The same day a Senate committee approved immediately increasing the lodging and meal per diems for legislators, they voted to increase the annual salary of every county elected official, even though most of those increases will not take affect for nearly four years.
On Wednesday, the Senate Appropriations Committee voted in favor of HB2700, which provides a one-time $20,000 raise to boost the annual salary of county assessors, attorneys, recorders, sheriffs, superintendents of schools, treasurers, and board supervisors. It will be the first salary increase for those key elected county offices since 2007.
But the raise isn’t effective until Jan. 1, 2025.
Under HB2700, a sheriff’s annual salary will increase in 2025 to $120,824, no matter how big of an agency the sheriff oversees.

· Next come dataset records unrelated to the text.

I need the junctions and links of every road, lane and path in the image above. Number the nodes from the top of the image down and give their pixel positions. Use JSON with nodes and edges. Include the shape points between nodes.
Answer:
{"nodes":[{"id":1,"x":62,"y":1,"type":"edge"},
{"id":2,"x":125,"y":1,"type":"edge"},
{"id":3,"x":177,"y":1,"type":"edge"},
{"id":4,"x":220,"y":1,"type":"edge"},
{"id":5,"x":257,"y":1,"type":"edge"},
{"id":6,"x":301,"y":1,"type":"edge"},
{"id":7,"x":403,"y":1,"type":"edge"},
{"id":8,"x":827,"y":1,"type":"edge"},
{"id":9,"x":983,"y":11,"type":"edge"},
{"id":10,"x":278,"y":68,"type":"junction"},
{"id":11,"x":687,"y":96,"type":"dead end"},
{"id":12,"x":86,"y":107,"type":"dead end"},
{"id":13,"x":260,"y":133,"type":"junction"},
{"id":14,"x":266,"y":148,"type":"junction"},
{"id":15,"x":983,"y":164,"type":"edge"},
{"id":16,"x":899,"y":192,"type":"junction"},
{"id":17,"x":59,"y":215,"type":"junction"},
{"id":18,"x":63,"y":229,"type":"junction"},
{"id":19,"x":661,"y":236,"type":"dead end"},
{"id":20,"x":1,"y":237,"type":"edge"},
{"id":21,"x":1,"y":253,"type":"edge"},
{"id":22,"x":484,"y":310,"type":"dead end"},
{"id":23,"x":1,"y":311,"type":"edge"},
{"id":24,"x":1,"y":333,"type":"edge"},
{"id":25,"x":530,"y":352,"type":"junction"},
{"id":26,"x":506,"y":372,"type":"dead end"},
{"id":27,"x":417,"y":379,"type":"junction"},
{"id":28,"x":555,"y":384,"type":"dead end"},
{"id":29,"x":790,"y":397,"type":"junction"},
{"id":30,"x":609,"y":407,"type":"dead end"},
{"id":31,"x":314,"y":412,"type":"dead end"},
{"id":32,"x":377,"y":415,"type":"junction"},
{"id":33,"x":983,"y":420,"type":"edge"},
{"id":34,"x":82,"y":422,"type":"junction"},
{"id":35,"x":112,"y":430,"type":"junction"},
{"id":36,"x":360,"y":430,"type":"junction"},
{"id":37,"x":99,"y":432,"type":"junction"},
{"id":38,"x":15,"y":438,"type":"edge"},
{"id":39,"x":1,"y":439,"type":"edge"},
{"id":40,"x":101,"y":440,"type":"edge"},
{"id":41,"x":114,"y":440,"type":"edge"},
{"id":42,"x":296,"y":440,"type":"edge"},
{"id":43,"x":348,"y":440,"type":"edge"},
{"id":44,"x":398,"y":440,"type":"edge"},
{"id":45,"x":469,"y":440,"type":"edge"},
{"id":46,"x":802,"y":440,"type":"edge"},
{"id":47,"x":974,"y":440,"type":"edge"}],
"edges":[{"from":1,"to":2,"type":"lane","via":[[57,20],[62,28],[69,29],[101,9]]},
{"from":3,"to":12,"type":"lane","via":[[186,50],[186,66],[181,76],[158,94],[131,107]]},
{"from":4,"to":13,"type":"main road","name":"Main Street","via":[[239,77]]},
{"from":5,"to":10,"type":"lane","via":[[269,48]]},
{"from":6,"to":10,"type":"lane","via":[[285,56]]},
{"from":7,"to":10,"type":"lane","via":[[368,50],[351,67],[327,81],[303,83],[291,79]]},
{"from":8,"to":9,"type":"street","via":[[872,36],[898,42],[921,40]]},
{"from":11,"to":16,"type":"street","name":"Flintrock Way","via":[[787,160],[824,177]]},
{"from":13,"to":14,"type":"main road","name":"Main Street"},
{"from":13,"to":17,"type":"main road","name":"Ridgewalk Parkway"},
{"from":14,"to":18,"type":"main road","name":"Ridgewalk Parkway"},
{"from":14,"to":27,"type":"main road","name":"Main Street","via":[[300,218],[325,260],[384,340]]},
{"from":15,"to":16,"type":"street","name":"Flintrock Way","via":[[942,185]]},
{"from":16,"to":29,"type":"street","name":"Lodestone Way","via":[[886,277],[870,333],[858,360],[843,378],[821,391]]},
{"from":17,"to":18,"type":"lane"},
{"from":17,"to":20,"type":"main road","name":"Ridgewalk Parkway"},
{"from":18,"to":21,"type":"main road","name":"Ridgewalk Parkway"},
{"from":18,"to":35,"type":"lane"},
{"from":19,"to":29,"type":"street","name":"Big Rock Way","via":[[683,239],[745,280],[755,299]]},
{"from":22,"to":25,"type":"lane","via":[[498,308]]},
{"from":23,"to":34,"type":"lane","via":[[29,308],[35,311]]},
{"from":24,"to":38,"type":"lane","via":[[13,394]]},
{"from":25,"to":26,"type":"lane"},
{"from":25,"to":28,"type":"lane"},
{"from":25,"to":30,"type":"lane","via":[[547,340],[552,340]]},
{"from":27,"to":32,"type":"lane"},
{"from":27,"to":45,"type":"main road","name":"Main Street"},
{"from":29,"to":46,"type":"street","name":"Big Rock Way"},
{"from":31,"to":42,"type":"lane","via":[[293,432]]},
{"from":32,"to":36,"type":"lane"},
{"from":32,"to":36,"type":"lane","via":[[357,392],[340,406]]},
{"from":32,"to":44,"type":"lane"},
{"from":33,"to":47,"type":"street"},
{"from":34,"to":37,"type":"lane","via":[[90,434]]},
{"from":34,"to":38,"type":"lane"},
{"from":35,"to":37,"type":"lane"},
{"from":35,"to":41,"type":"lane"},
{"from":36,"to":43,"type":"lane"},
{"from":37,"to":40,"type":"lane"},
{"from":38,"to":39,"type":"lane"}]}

For instance, Graham County Sheriff P.J. Allred serves less than 40,000 residents, but makes the same salary as Maricopa County Sheriff Paul Penzone, who heads an agency which serves nearly 4.5 million people.

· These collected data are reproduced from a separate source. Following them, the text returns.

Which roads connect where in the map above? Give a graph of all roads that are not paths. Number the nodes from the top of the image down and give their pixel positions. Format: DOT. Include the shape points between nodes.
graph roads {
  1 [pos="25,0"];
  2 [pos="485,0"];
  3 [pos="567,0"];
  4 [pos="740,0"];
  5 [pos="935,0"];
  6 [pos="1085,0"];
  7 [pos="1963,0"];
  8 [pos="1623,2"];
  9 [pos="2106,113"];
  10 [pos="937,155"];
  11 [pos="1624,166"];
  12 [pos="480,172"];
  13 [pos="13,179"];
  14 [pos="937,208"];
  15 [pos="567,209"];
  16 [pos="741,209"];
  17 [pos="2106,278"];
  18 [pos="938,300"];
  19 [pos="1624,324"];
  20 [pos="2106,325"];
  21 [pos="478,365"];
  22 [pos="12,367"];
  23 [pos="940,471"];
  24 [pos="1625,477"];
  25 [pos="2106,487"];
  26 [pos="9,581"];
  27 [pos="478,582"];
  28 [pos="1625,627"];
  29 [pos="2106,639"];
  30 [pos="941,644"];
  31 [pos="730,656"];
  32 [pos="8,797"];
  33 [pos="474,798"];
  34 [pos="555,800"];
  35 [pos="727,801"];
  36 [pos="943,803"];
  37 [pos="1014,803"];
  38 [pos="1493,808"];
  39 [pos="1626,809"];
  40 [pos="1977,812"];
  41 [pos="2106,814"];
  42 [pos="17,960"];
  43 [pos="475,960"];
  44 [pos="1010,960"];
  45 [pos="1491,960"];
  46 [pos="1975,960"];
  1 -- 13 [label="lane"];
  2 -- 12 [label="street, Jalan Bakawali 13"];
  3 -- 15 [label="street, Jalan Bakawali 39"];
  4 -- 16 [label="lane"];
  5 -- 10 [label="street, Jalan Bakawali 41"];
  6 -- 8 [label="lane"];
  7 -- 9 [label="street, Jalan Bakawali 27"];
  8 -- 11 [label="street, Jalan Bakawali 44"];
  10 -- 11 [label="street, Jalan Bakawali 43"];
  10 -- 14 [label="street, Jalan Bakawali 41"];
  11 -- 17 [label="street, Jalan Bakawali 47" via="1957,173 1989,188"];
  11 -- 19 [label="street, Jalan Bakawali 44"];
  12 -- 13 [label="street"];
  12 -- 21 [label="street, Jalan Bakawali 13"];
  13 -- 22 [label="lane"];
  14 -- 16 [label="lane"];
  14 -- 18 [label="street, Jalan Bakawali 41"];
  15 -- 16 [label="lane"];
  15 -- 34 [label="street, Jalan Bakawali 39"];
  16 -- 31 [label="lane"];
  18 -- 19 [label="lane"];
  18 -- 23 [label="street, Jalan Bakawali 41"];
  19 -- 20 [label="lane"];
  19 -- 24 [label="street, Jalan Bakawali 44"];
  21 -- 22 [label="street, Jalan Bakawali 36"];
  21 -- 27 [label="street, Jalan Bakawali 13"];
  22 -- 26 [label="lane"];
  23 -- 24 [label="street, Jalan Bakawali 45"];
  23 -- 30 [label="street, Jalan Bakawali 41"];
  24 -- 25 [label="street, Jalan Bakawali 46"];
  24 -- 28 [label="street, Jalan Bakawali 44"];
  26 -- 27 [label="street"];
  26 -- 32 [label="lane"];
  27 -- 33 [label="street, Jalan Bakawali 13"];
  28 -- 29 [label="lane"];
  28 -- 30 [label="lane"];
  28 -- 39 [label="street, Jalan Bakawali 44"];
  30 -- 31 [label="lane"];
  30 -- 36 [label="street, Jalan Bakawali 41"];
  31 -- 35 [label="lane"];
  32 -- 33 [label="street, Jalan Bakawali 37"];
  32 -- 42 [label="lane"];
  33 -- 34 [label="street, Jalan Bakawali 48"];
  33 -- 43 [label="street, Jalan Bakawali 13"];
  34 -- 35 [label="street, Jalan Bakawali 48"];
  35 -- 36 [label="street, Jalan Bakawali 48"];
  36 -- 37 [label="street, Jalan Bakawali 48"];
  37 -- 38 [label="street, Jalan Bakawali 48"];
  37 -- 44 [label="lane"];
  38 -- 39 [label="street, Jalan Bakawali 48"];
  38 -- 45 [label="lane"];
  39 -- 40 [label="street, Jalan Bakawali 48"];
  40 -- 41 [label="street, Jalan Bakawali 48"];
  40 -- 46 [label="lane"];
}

In several counties, deputies actually make more money than their sheriff due to overtime and special projects such as the Operation Stonegarden federal grant program.
The bill’s $20,000 raise for the state’s 15 county attorneys will see their annual salary grow to $143,678, but again it will be irrespective of population or workload.
A $20,000 raise will also be granted to county assessors, recorders, treasurers, board supervisors, and superintendents of schools, although those salaries are impacted by population. The annual salaries for those office holders in counties with 500,000 or more residents will go up to $96,600, while counties with populations under 500,000 will see a raise to $83,800 for those offices.
HB2700 also adjusts salaries for the state’s 15 clerks of the superior court, but on a much smaller scale and a different schedule.
Starting Jan. 1, 2023, clerks of court with a population of 500,000 or more will receive a $1,532 raise to $78,132. Those in the smaller counties will receive a $1,276 raise to $65,076.
Then starting Jan. 1, 2024, the annual salaries for clerks of the superior court will automatically increase by two percent each year.
One thing not yet certain is whether Pinal County officers -except for sheriff and county attorney- will qualify for the higher of the two population-based pay scales. That is because the U.S. Census Bureau currently shows Pinal County with an estimated population just shy of 463,000 as of 2019.
Once the 2020 Census Report is released later this year it could reflect a large enough population growth to boost county officials to the 500,000 population tier.